[[ Provided data, beginning ]]

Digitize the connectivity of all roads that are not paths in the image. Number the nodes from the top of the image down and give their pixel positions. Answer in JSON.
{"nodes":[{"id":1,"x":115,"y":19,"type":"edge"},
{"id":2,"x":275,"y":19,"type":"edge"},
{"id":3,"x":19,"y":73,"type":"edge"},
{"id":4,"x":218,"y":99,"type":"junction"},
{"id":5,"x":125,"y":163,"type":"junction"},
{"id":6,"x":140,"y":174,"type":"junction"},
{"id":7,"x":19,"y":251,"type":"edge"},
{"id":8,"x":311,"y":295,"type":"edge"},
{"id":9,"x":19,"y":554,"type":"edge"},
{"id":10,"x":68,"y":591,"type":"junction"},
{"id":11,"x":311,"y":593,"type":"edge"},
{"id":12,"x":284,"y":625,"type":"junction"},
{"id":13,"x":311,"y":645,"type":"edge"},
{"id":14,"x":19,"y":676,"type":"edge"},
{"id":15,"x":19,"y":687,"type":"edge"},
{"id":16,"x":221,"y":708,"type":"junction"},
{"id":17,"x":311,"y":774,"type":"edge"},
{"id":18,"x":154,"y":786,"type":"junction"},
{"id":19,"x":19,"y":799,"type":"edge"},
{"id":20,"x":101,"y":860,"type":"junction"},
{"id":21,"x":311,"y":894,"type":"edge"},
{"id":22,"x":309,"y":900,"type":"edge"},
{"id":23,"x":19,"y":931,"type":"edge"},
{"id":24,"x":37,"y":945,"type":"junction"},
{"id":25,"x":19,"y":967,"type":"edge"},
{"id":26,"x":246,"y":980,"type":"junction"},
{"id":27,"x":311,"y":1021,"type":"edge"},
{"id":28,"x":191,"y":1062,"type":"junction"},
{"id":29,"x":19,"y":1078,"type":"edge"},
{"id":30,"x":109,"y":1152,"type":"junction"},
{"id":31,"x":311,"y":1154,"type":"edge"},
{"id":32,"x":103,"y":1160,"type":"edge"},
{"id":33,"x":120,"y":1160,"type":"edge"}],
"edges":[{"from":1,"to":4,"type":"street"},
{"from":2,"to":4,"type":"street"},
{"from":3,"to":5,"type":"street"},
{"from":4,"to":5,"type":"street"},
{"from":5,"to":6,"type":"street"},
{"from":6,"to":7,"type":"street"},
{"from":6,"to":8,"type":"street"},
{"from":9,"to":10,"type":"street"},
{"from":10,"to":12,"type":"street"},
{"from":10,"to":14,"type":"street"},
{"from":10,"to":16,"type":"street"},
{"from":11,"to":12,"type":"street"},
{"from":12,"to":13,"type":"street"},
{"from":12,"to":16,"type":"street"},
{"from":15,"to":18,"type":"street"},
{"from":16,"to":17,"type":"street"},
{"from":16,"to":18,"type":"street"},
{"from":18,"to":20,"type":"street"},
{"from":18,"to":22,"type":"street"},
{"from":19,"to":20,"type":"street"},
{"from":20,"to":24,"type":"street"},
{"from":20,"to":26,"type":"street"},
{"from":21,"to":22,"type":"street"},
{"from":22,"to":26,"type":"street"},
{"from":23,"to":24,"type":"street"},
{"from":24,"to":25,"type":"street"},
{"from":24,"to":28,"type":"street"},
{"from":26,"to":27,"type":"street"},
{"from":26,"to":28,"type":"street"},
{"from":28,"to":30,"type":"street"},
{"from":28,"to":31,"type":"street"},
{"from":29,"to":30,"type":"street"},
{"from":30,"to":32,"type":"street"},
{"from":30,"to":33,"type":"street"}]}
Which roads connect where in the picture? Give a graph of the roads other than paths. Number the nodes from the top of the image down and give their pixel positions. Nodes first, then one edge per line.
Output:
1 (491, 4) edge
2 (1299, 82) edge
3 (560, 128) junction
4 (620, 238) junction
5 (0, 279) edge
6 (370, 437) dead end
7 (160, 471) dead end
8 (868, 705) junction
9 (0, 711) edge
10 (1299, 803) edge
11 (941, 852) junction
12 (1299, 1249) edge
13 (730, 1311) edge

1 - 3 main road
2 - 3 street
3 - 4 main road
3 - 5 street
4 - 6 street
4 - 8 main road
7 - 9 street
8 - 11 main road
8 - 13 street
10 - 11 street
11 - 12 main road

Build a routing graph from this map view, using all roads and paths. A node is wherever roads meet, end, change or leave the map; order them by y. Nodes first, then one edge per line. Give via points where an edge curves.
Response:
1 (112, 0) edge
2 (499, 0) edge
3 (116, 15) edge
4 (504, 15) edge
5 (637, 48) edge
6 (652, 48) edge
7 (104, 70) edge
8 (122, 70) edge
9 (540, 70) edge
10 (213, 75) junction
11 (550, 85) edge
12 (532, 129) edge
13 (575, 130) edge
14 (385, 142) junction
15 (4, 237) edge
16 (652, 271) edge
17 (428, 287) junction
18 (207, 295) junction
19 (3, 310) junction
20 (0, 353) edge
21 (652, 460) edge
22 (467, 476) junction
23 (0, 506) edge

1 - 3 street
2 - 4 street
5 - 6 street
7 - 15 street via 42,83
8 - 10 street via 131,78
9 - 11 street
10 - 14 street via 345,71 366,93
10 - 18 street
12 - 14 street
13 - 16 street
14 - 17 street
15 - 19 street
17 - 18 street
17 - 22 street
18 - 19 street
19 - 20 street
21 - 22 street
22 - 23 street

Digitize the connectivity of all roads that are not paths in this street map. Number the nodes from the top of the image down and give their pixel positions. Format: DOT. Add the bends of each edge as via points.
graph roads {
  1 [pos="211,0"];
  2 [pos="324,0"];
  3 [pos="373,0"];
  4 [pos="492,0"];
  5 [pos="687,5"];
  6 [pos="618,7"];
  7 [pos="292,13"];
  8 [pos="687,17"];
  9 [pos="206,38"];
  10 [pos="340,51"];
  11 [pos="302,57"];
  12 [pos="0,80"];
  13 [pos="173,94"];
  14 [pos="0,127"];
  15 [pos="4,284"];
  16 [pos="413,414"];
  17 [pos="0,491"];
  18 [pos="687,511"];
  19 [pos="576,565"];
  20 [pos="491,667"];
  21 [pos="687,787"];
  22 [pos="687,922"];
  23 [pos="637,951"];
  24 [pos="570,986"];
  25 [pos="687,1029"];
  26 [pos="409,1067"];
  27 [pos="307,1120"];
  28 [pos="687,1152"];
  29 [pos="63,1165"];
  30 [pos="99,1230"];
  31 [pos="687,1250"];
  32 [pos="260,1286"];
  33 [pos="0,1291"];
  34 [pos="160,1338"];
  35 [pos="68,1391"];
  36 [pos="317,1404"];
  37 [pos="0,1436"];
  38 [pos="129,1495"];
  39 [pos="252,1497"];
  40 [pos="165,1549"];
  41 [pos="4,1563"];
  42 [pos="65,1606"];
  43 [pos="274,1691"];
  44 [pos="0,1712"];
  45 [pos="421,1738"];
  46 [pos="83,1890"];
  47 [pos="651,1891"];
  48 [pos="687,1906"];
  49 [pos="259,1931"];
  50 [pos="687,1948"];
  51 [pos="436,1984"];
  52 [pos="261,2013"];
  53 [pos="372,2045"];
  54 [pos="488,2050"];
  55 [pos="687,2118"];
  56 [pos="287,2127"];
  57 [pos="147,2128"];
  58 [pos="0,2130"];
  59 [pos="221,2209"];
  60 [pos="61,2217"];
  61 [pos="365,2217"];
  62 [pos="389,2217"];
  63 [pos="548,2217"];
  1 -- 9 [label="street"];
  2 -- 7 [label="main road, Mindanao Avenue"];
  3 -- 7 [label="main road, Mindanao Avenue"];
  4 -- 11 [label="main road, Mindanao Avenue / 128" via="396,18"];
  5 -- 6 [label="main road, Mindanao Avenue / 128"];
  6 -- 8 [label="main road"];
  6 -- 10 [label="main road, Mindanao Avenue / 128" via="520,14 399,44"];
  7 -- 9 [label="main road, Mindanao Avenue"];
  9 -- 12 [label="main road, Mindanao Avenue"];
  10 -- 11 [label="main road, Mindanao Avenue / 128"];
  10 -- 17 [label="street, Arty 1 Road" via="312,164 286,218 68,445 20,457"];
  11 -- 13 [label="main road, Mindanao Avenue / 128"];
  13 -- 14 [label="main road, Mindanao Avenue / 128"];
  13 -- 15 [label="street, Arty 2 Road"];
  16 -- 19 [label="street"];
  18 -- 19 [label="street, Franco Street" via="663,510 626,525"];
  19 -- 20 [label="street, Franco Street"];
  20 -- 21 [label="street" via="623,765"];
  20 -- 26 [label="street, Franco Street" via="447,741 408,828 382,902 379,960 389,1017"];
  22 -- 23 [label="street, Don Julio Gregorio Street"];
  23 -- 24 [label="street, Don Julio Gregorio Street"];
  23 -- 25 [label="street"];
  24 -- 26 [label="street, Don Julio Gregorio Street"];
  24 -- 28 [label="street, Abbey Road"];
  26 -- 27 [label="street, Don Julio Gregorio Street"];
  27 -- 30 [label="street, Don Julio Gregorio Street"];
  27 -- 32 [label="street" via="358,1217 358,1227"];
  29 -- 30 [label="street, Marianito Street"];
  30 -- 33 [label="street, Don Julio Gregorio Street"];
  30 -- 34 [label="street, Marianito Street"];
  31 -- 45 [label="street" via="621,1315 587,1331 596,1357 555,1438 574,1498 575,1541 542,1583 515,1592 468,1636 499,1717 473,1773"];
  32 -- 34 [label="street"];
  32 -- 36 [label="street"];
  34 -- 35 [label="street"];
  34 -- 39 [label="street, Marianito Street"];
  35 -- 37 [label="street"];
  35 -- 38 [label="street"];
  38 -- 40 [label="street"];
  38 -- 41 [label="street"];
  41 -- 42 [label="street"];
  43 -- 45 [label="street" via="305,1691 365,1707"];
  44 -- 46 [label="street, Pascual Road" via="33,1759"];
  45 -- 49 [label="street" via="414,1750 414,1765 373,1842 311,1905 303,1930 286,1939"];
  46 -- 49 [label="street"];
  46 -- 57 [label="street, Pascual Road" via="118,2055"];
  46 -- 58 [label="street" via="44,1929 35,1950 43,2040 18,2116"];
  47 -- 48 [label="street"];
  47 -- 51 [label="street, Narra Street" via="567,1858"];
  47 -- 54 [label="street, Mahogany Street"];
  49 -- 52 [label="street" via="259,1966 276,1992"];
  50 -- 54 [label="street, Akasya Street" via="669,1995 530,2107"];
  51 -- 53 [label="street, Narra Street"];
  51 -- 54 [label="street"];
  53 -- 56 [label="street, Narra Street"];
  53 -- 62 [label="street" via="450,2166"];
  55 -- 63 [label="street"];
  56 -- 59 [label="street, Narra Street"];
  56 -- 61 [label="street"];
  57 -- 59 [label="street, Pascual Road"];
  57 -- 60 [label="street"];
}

[[ Provided data, end ]]

(Instructions to follow):
For every line above that includes the string "Arty", copy the line.

(Answer):
  10 -- 17 [label="street, Arty 1 Road" via="312,164 286,218 68,445 20,457"];
  13 -- 15 [label="street, Arty 2 Road"];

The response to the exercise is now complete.